TO DO: Go line by line through the data and copy those with the word "graph".

Collection entries:

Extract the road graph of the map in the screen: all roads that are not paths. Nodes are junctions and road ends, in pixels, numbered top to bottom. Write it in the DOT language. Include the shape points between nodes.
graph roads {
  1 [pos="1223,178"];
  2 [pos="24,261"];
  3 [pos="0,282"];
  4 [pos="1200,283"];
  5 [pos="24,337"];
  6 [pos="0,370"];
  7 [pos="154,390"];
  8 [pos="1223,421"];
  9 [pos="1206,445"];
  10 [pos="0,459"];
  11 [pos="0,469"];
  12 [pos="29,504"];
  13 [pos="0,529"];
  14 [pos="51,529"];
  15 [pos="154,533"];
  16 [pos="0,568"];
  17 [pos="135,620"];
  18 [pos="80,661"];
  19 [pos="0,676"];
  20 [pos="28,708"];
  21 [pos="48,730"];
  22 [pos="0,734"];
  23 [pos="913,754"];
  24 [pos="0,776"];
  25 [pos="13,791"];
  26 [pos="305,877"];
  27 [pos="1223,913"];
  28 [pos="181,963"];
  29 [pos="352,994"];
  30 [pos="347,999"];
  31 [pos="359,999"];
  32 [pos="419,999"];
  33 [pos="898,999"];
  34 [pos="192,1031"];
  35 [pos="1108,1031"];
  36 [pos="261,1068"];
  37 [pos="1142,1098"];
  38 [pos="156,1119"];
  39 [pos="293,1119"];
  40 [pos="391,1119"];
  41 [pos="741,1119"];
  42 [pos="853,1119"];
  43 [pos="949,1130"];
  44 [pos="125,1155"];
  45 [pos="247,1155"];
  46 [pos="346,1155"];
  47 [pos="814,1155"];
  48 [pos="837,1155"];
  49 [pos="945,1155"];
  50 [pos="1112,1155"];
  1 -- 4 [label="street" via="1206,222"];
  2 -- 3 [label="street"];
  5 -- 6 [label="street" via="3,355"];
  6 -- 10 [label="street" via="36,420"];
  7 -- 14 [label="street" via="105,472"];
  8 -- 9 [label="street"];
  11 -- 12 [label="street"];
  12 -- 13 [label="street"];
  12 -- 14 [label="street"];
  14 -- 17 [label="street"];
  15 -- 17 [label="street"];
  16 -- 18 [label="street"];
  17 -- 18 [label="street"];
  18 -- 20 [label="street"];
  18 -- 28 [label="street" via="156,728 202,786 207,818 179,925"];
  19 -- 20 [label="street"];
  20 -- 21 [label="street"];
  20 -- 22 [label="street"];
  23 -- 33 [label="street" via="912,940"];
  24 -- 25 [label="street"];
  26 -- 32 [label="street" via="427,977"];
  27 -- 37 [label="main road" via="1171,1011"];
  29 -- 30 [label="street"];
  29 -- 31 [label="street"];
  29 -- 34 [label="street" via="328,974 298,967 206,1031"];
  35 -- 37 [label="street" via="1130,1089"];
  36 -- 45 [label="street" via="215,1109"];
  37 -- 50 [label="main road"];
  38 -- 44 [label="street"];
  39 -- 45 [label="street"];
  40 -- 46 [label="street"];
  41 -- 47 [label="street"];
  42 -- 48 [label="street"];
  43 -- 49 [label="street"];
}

EXERCISE ANSWER:
Extract the road graph of the map in the screen: all roads that are not paths. Nodes are junctions and road ends, in pixels, numbered top to bottom. Write it in the DOT language. Include the shape points between nodes.
graph roads {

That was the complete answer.